Supplied data:
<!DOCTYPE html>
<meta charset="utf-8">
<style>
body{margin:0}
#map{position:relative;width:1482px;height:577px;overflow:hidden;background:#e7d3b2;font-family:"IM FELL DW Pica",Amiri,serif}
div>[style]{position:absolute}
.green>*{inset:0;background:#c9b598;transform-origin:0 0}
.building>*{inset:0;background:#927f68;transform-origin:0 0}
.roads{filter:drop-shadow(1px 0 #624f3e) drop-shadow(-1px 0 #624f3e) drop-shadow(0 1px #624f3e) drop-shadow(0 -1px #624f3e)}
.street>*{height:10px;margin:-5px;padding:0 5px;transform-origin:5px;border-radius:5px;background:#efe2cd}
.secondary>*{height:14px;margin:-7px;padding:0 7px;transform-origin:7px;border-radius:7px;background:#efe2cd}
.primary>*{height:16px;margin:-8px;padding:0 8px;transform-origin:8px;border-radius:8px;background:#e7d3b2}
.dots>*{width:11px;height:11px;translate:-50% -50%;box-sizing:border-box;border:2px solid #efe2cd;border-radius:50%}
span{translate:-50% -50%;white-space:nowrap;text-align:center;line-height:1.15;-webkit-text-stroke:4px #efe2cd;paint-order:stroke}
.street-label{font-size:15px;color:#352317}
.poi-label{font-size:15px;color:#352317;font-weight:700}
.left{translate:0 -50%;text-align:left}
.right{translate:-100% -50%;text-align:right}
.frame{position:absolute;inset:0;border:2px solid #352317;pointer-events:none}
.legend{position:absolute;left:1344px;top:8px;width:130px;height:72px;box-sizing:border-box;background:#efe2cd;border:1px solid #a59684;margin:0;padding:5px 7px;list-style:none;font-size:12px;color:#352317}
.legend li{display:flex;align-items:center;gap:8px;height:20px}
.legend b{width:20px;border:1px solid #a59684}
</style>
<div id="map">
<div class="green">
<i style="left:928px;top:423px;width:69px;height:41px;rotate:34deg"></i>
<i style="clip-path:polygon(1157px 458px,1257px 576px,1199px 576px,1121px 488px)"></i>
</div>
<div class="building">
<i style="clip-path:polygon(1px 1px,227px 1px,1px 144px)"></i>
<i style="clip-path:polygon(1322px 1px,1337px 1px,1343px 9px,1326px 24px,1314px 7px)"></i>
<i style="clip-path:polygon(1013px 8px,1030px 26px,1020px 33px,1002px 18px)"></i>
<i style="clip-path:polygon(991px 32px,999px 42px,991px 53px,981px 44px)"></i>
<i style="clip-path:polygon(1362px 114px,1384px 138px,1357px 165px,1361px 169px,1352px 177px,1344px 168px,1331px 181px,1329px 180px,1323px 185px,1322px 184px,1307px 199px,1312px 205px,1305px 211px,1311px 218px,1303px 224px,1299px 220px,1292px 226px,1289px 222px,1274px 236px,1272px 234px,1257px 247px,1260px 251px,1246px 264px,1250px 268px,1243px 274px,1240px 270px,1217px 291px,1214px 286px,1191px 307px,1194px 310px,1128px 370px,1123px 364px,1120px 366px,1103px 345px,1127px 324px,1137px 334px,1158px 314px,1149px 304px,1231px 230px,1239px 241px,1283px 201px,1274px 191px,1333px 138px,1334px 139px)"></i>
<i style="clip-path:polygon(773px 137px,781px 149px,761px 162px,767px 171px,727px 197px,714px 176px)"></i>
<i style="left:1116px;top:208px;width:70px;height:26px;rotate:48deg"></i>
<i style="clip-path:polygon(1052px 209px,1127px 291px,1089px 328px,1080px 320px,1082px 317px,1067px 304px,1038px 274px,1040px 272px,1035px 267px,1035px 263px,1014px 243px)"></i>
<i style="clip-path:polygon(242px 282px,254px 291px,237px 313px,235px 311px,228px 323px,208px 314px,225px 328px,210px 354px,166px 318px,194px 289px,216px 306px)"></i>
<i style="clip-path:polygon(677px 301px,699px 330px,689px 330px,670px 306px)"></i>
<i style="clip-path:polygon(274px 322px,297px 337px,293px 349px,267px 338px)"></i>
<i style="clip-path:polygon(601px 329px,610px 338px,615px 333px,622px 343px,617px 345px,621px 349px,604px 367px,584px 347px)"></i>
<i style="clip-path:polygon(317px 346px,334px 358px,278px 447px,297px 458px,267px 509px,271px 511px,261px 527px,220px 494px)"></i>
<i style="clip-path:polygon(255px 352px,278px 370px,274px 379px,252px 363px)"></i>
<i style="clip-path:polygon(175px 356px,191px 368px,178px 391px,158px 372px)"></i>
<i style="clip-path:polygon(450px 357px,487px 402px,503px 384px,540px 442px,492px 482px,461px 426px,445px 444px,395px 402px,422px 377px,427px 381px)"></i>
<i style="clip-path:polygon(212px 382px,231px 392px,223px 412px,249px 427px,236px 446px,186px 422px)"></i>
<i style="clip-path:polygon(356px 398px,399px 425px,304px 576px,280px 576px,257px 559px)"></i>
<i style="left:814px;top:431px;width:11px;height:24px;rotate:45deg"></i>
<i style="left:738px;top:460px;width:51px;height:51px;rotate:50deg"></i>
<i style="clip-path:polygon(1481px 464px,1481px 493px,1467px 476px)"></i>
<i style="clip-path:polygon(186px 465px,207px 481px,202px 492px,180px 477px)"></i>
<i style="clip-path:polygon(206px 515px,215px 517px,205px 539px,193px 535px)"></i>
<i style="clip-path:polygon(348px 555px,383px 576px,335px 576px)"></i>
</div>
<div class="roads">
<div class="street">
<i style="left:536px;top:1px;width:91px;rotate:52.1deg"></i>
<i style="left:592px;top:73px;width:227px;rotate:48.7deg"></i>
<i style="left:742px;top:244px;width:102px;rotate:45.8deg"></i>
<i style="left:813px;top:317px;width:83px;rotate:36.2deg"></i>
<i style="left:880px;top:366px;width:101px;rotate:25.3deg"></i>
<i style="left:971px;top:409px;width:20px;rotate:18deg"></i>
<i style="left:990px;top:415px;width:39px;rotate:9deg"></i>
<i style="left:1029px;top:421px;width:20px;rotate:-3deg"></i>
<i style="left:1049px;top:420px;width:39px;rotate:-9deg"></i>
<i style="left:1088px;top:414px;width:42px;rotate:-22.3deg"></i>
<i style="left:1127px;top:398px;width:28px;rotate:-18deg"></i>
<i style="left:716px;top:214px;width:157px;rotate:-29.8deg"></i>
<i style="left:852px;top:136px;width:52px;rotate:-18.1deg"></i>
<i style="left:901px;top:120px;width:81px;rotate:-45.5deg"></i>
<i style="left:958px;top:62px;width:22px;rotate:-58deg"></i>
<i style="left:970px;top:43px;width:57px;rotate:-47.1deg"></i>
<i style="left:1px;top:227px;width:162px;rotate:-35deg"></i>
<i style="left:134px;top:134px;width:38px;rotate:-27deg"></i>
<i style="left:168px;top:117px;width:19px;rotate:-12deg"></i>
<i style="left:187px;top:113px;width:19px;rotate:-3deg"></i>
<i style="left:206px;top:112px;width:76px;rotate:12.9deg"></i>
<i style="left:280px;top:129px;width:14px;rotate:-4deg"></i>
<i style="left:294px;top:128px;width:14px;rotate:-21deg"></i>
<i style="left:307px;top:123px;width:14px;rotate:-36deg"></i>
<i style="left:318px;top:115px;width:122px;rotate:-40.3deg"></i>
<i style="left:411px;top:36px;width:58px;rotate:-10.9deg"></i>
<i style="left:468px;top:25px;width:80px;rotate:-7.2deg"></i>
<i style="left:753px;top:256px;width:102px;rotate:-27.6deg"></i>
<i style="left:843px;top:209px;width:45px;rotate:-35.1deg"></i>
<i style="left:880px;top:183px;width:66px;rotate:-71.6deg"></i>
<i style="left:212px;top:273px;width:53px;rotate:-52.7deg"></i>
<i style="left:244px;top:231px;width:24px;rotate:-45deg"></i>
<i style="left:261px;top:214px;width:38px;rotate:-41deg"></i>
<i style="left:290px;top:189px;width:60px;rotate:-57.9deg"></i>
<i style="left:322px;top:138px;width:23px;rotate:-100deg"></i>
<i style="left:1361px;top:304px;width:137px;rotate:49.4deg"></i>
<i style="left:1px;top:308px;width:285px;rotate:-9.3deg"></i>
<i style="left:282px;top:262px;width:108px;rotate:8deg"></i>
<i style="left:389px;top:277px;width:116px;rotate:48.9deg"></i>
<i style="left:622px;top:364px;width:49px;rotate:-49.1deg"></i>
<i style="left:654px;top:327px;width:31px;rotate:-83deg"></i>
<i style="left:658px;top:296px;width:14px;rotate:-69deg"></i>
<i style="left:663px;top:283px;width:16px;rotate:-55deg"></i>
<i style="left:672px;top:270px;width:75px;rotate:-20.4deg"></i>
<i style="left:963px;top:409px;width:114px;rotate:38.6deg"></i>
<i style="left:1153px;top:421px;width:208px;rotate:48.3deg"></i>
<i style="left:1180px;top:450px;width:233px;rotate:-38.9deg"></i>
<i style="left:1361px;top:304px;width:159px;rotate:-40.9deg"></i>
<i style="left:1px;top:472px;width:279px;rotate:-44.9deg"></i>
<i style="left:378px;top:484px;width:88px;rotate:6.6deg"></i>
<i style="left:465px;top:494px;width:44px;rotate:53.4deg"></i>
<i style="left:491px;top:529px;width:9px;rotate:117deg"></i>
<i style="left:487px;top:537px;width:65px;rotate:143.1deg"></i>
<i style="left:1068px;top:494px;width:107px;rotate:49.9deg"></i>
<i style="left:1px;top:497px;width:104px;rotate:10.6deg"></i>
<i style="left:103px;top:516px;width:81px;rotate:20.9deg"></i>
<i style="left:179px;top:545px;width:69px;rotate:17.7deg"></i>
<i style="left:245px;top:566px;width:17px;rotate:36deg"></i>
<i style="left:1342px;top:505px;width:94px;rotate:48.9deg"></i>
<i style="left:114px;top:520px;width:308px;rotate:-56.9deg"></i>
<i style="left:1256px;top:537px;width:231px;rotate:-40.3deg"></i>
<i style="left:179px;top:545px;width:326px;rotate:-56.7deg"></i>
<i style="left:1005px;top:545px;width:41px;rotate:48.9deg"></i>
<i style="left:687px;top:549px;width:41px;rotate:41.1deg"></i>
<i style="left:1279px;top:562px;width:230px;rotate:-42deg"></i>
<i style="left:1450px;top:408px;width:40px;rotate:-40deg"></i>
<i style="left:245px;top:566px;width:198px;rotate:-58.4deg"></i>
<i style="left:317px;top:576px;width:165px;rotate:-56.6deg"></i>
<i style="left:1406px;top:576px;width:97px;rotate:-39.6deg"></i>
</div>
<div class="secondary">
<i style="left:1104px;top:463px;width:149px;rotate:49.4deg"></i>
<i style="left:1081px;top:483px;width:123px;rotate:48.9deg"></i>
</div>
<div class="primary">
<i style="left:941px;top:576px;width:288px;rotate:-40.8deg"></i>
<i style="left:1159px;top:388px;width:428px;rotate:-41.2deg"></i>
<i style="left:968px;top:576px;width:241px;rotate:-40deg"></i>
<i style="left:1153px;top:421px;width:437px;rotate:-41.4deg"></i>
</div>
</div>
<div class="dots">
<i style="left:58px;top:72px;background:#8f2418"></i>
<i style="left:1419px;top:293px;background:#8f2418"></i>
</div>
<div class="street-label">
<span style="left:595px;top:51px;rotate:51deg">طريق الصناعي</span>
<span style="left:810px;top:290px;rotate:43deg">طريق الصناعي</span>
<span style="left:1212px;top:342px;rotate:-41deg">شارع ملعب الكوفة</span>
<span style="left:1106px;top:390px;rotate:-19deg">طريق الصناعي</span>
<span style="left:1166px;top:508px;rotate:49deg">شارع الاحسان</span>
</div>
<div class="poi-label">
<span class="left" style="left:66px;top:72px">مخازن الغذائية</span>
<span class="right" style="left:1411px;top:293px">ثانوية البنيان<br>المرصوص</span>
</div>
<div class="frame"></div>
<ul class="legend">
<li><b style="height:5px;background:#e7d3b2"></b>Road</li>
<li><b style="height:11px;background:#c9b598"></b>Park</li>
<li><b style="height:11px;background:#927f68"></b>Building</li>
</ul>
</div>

Your objective:
Beginning at the top of the entries above, output each line exactly, and end with the line in which "0 #624f3e) drop-shadow(-1px" appears.

Response area:
<!DOCTYPE html>
<meta charset="utf-8">
<style>
body{margin:0}
#map{position:relative;width:1482px;height:577px;overflow:hidden;background:#e7d3b2;font-family:"IM FELL DW Pica",Amiri,serif}
div>[style]{position:absolute}
.green>*{inset:0;background:#c9b598;transform-origin:0 0}
.building>*{inset:0;background:#927f68;transform-origin:0 0}
.roads{filter:drop-shadow(1px 0 #624f3e) drop-shadow(-1px 0 #624f3e) drop-shadow(0 1px #624f3e) drop-shadow(0 -1px #624f3e)}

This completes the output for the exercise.